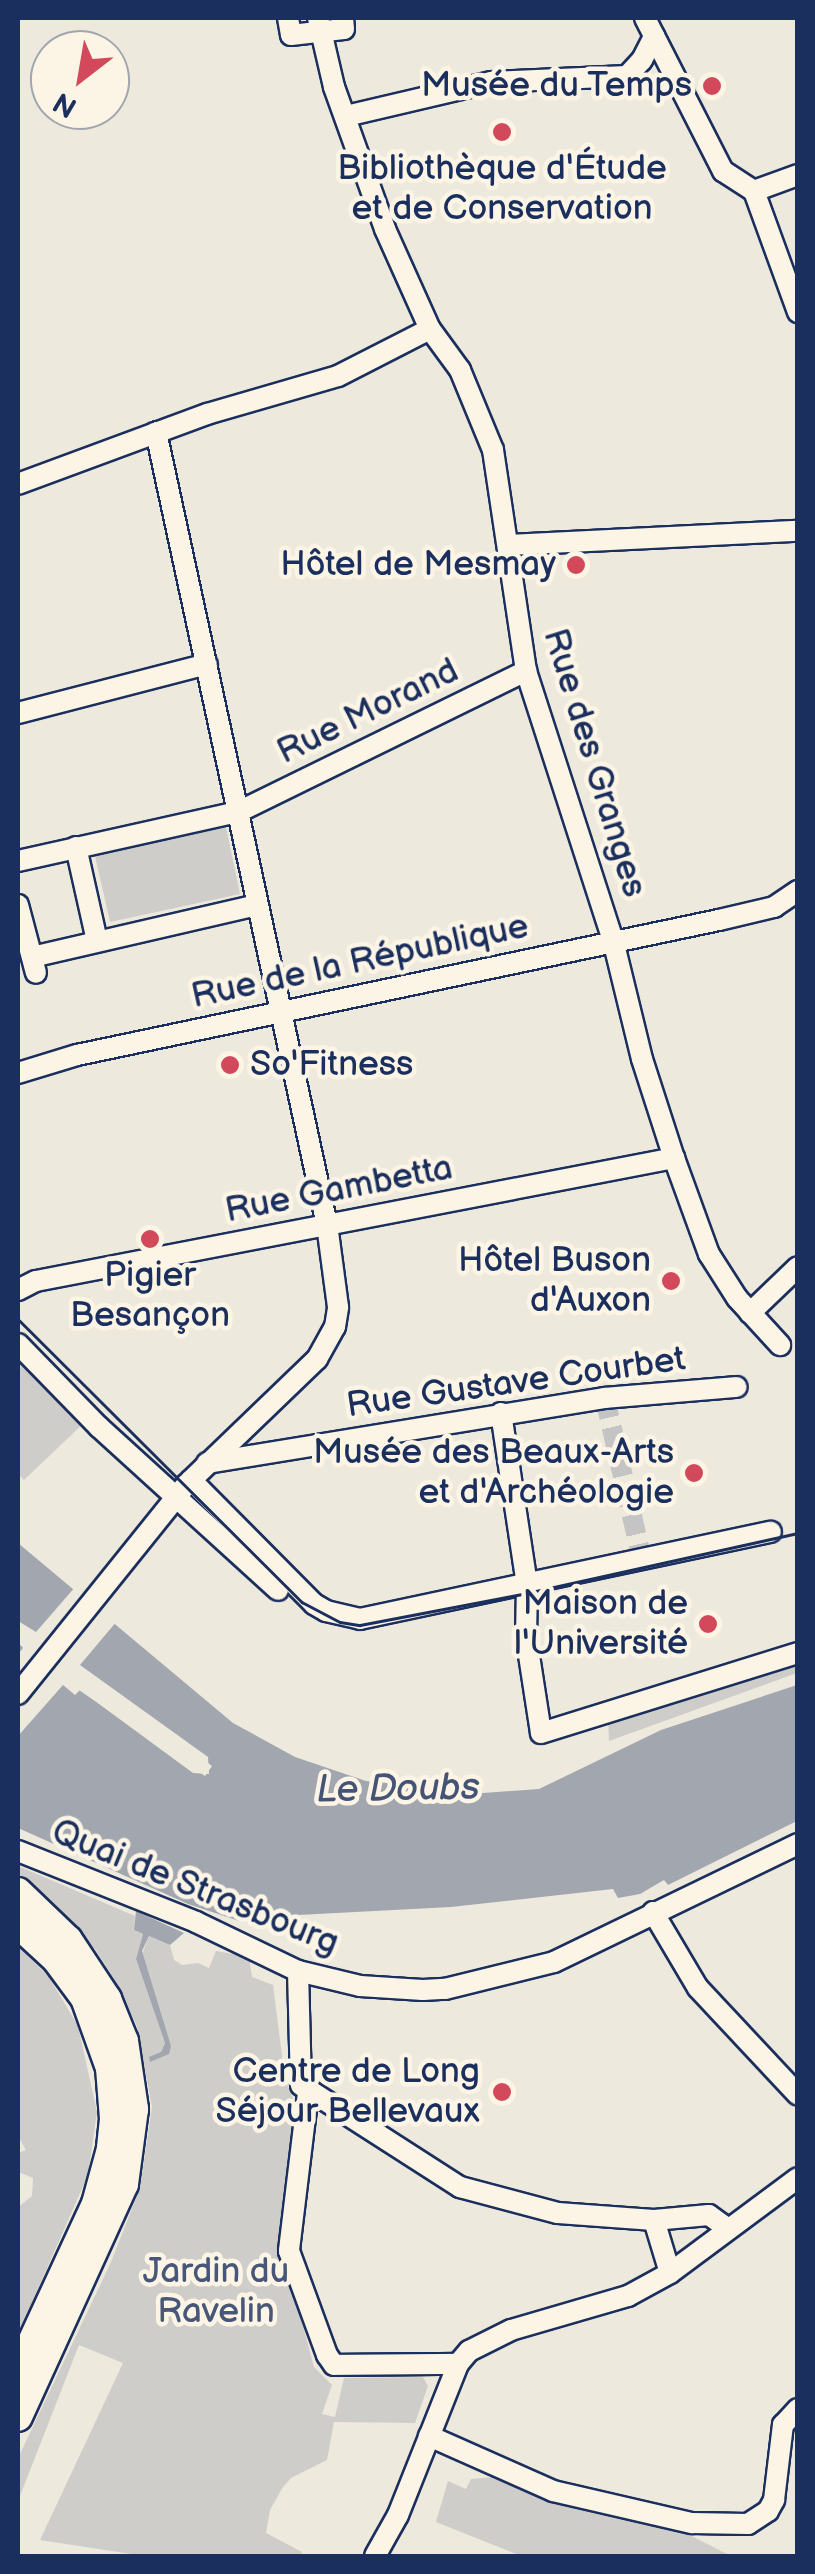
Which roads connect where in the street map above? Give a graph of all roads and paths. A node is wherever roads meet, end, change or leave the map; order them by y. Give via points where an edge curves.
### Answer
1 (288, 18) edge
2 (343, 18) edge
3 (319, 24) edge
4 (650, 27) edge
5 (346, 116) junction
6 (798, 175) edge
7 (754, 192) junction
8 (798, 312) edge
9 (430, 329) junction
10 (156, 432) junction
11 (18, 484) edge
12 (798, 531) edge
13 (508, 544) junction
14 (207, 664) junction
15 (526, 671) junction
16 (18, 712) edge
17 (238, 812) junction
18 (76, 848) junction
19 (18, 861) edge
20 (798, 890) edge
21 (18, 905) edge
22 (258, 905) junction
23 (613, 940) junction
24 (97, 941) junction
25 (280, 1014) junction
26 (18, 1073) edge
27 (674, 1158) junction
28 (327, 1226) junction
29 (798, 1267) edge
30 (18, 1290) edge
31 (750, 1313) junction
32 (18, 1344) edge
33 (780, 1345) dead end
34 (736, 1386) dead end
35 (262, 1412) junction
36 (501, 1413) junction
37 (245, 1455) junction
38 (206, 1464) junction
39 (184, 1488) junction
40 (771, 1532) dead end
41 (527, 1585) junction
42 (278, 1590) dead end
43 (798, 1654) edge
44 (18, 1694) edge
45 (798, 1844) edge
46 (18, 1851) edge
47 (18, 1892) edge
48 (653, 1912) junction
49 (18, 1924) edge
50 (298, 1971) junction
51 (308, 2093) junction
52 (798, 2096) edge
53 (798, 2178) edge
54 (654, 2220) junction
55 (728, 2229) junction
56 (670, 2273) junction
57 (458, 2364) junction
58 (18, 2372) edge
59 (798, 2410) edge
60 (18, 2418) edge
61 (430, 2436) junction
62 (374, 2556) edge

1 - 3 street via 291,36
2 - 3 street via 344,29
3 - 5 street, Rue des Granges
4 - 5 street via 636,68 614,80 492,82
4 - 7 street via 724,171
5 - 9 street, Rue des Granges via 385,229
6 - 7 street
7 - 8 street
9 - 10 street via 338,376
9 - 13 street, Rue des Granges via 460,370 488,436
10 - 11 street
10 - 14 street
12 - 13 street
13 - 15 street, Rue des Granges
14 - 16 street
14 - 17 street
15 - 17 street, Rue Morand
15 - 23 street, Rue des Granges
17 - 18 street, Rue Morand
17 - 22 street
18 - 19 street, Rue Morand
18 - 24 street
20 - 23 street, Rue de la République via 774,907
21 - 24 street via 34,965
22 - 24 street
22 - 25 street
23 - 25 street, Rue de la République
23 - 27 street, Rue des Granges
25 - 26 street, Rue de la République
25 - 28 street
27 - 28 street, Rue Gambetta
27 - 31 street, Rue des Granges via 709,1254
28 - 30 street, Rue Gambetta via 36,1281
28 - 35 street via 337,1279 335,1327 318,1359
29 - 31 street
31 - 33 street, Rue des Granges
32 - 39 street via 100,1427
34 - 36 street, Rue Gustave Courbet
35 - 37 street
35 - 38 street
36 - 37 street, Rue Gustave Courbet
36 - 41 street
37 - 38 street, Rue Gustave Courbet
38 - 39 street
39 - 41 street via 326,1612 360,1619
39 - 42 street
39 - 44 street
40 - 41 street
41 - 43 street via 526,1636 541,1732
45 - 48 street, Quai de Strasbourg
46 - 50 street, Quai de Strasbourg
47 - 60 main road via 68,1940 108,1999 124,2042 134,2109 124,2184
48 - 50 street, Quai de Strasbourg via 554,1962 445,1990 360,1986
48 - 52 street via 672,1959
49 - 58 main road via 56,1959 84,1998 110,2068 114,2108 96,2204
50 - 51 street via 301,2085
51 - 54 street via 472,2193 558,2213
51 - 57 street via 289,2251 334,2365
53 - 55 street
54 - 55 street via 709,2216
54 - 56 street
55 - 56 street
56 - 57 street via 628,2296 484,2340
57 - 61 street
59 - 61 street via 782,2424 774,2500 748,2524 692,2524 553,2491
61 - 62 street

**WHAT TO DO**
Lines with "République" in the records above: copy every one of them.

**SOLUTION TO THIS PROBLEM**
20 - 23 street, Rue de la République via 774,907
23 - 25 street, Rue de la République
25 - 26 street, Rue de la République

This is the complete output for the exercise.